Required work.
Output every line below without omitting or altering anything.

----- Extracted data

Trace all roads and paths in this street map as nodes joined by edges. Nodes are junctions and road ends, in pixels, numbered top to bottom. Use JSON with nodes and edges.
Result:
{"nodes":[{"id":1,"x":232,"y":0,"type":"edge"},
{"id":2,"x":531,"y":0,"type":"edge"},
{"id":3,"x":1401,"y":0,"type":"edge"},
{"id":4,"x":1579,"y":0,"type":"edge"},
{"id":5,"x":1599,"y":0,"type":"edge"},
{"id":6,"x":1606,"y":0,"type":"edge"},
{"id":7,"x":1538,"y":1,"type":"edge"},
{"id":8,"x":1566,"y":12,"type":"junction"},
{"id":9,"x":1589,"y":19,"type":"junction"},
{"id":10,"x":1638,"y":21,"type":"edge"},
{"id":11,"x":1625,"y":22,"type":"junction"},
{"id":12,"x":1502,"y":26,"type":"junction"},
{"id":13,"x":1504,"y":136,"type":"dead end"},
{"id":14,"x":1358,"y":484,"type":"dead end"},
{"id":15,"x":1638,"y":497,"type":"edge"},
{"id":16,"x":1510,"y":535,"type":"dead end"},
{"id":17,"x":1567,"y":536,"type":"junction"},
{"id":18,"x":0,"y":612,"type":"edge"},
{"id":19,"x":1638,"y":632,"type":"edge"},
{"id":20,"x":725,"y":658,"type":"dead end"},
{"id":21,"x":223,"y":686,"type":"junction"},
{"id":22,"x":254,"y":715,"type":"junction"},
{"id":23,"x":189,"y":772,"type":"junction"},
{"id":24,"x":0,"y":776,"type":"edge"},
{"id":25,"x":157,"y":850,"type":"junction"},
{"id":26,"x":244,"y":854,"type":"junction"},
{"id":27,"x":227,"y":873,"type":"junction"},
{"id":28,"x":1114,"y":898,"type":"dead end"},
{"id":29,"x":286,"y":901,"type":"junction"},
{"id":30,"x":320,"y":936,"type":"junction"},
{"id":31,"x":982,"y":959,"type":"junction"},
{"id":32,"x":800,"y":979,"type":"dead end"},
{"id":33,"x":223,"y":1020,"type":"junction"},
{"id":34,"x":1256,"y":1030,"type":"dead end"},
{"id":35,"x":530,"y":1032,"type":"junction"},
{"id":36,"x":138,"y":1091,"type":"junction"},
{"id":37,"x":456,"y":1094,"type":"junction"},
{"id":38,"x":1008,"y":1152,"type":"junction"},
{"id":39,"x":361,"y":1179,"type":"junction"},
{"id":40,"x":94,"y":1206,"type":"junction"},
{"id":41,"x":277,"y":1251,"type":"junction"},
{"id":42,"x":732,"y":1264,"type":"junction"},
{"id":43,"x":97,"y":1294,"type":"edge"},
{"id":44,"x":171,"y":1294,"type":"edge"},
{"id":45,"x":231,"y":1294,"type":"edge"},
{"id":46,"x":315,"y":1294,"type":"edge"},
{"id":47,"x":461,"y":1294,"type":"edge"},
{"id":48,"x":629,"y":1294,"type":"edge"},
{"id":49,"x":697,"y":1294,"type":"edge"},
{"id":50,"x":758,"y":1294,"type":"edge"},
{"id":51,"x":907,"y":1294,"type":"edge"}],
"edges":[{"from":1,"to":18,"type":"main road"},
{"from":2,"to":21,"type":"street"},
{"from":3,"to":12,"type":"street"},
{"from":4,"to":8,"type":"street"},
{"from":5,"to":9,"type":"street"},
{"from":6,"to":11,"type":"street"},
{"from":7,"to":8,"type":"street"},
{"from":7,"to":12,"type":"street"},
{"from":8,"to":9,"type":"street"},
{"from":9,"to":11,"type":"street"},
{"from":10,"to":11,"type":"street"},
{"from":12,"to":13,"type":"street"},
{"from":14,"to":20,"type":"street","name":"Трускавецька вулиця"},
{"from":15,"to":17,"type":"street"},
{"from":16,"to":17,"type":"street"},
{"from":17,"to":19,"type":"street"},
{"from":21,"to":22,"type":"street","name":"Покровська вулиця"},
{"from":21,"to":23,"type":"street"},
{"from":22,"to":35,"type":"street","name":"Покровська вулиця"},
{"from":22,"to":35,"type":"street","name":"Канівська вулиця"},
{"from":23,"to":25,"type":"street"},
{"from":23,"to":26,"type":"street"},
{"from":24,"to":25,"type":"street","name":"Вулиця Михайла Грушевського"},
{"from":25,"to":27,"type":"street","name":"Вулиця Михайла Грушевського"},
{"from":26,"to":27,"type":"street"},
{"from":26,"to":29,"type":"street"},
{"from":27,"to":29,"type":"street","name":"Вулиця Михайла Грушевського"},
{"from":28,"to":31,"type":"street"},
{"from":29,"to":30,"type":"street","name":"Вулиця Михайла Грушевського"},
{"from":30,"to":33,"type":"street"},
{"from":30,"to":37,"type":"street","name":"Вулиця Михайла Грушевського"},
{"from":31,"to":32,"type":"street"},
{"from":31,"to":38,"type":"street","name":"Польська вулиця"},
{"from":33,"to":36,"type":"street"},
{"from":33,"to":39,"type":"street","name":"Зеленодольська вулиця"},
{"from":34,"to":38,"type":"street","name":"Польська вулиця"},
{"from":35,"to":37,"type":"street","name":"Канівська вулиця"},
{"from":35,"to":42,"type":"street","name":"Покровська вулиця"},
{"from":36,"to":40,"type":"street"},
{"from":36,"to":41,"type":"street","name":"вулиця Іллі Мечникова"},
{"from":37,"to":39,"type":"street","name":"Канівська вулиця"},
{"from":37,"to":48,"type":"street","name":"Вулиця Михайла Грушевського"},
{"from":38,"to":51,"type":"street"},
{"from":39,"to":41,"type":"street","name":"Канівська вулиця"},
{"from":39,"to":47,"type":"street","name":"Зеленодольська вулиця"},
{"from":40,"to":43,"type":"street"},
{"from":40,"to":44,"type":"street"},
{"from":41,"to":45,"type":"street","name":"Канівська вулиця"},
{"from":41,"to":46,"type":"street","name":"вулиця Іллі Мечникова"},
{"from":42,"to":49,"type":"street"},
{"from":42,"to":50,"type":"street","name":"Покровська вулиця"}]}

----------

Response area.
Trace all roads and paths in this street map as nodes joined by edges. Nodes are junctions and road ends, in pixels, numbered top to bottom. Use JSON with nodes and edges.
Result:
{"nodes":[{"id":1,"x":232,"y":0,"type":"edge"},
{"id":2,"x":531,"y":0,"type":"edge"},
{"id":3,"x":1401,"y":0,"type":"edge"},
{"id":4,"x":1579,"y":0,"type":"edge"},
{"id":5,"x":1599,"y":0,"type":"edge"},
{"id":6,"x":1606,"y":0,"type":"edge"},
{"id":7,"x":1538,"y":1,"type":"edge"},
{"id":8,"x":1566,"y":12,"type":"junction"},
{"id":9,"x":1589,"y":19,"type":"junction"},
{"id":10,"x":1638,"y":21,"type":"edge"},
{"id":11,"x":1625,"y":22,"type":"junction"},
{"id":12,"x":1502,"y":26,"type":"junction"},
{"id":13,"x":1504,"y":136,"type":"dead end"},
{"id":14,"x":1358,"y":484,"type":"dead end"},
{"id":15,"x":1638,"y":497,"type":"edge"},
{"id":16,"x":1510,"y":535,"type":"dead end"},
{"id":17,"x":1567,"y":536,"type":"junction"},
{"id":18,"x":0,"y":612,"type":"edge"},
{"id":19,"x":1638,"y":632,"type":"edge"},
{"id":20,"x":725,"y":658,"type":"dead end"},
{"id":21,"x":223,"y":686,"type":"junction"},
{"id":22,"x":254,"y":715,"type":"junction"},
{"id":23,"x":189,"y":772,"type":"junction"},
{"id":24,"x":0,"y":776,"type":"edge"},
{"id":25,"x":157,"y":850,"type":"junction"},
{"id":26,"x":244,"y":854,"type":"junction"},
{"id":27,"x":227,"y":873,"type":"junction"},
{"id":28,"x":1114,"y":898,"type":"dead end"},
{"id":29,"x":286,"y":901,"type":"junction"},
{"id":30,"x":320,"y":936,"type":"junction"},
{"id":31,"x":982,"y":959,"type":"junction"},
{"id":32,"x":800,"y":979,"type":"dead end"},
{"id":33,"x":223,"y":1020,"type":"junction"},
{"id":34,"x":1256,"y":1030,"type":"dead end"},
{"id":35,"x":530,"y":1032,"type":"junction"},
{"id":36,"x":138,"y":1091,"type":"junction"},
{"id":37,"x":456,"y":1094,"type":"junction"},
{"id":38,"x":1008,"y":1152,"type":"junction"},
{"id":39,"x":361,"y":1179,"type":"junction"},
{"id":40,"x":94,"y":1206,"type":"junction"},
{"id":41,"x":277,"y":1251,"type":"junction"},
{"id":42,"x":732,"y":1264,"type":"junction"},
{"id":43,"x":97,"y":1294,"type":"edge"},
{"id":44,"x":171,"y":1294,"type":"edge"},
{"id":45,"x":231,"y":1294,"type":"edge"},
{"id":46,"x":315,"y":1294,"type":"edge"},
{"id":47,"x":461,"y":1294,"type":"edge"},
{"id":48,"x":629,"y":1294,"type":"edge"},
{"id":49,"x":697,"y":1294,"type":"edge"},
{"id":50,"x":758,"y":1294,"type":"edge"},
{"id":51,"x":907,"y":1294,"type":"edge"}],
"edges":[{"from":1,"to":18,"type":"main road"},
{"from":2,"to":21,"type":"street"},
{"from":3,"to":12,"type":"street"},
{"from":4,"to":8,"type":"street"},
{"from":5,"to":9,"type":"street"},
{"from":6,"to":11,"type":"street"},
{"from":7,"to":8,"type":"street"},
{"from":7,"to":12,"type":"street"},
{"from":8,"to":9,"type":"street"},
{"from":9,"to":11,"type":"street"},
{"from":10,"to":11,"type":"street"},
{"from":12,"to":13,"type":"street"},
{"from":14,"to":20,"type":"street","name":"Трускавецька вулиця"},
{"from":15,"to":17,"type":"street"},
{"from":16,"to":17,"type":"street"},
{"from":17,"to":19,"type":"street"},
{"from":21,"to":22,"type":"street","name":"Покровська вулиця"},
{"from":21,"to":23,"type":"street"},
{"from":22,"to":35,"type":"street","name":"Покровська вулиця"},
{"from":22,"to":35,"type":"street","name":"Канівська вулиця"},
{"from":23,"to":25,"type":"street"},
{"from":23,"to":26,"type":"street"},
{"from":24,"to":25,"type":"street","name":"Вулиця Михайла Грушевського"},
{"from":25,"to":27,"type":"street","name":"Вулиця Михайла Грушевського"},
{"from":26,"to":27,"type":"street"},
{"from":26,"to":29,"type":"street"},
{"from":27,"to":29,"type":"street","name":"Вулиця Михайла Грушевського"},
{"from":28,"to":31,"type":"street"},
{"from":29,"to":30,"type":"street","name":"Вулиця Михайла Грушевського"},
{"from":30,"to":33,"type":"street"},
{"from":30,"to":37,"type":"street","name":"Вулиця Михайла Грушевського"},
{"from":31,"to":32,"type":"street"},
{"from":31,"to":38,"type":"street","name":"Польська вулиця"},
{"from":33,"to":36,"type":"street"},
{"from":33,"to":39,"type":"street","name":"Зеленодольська вулиця"},
{"from":34,"to":38,"type":"street","name":"Польська вулиця"},
{"from":35,"to":37,"type":"street","name":"Канівська вулиця"},
{"from":35,"to":42,"type":"street","name":"Покровська вулиця"},
{"from":36,"to":40,"type":"street"},
{"from":36,"to":41,"type":"street","name":"вулиця Іллі Мечникова"},
{"from":37,"to":39,"type":"street","name":"Канівська вулиця"},
{"from":37,"to":48,"type":"street","name":"Вулиця Михайла Грушевського"},
{"from":38,"to":51,"type":"street"},
{"from":39,"to":41,"type":"street","name":"Канівська вулиця"},
{"from":39,"to":47,"type":"street","name":"Зеленодольська вулиця"},
{"from":40,"to":43,"type":"street"},
{"from":40,"to":44,"type":"street"},
{"from":41,"to":45,"type":"street","name":"Канівська вулиця"},
{"from":41,"to":46,"type":"street","name":"вулиця Іллі Мечникова"},
{"from":42,"to":49,"type":"street"},
{"from":42,"to":50,"type":"street","name":"Покровська вулиця"}]}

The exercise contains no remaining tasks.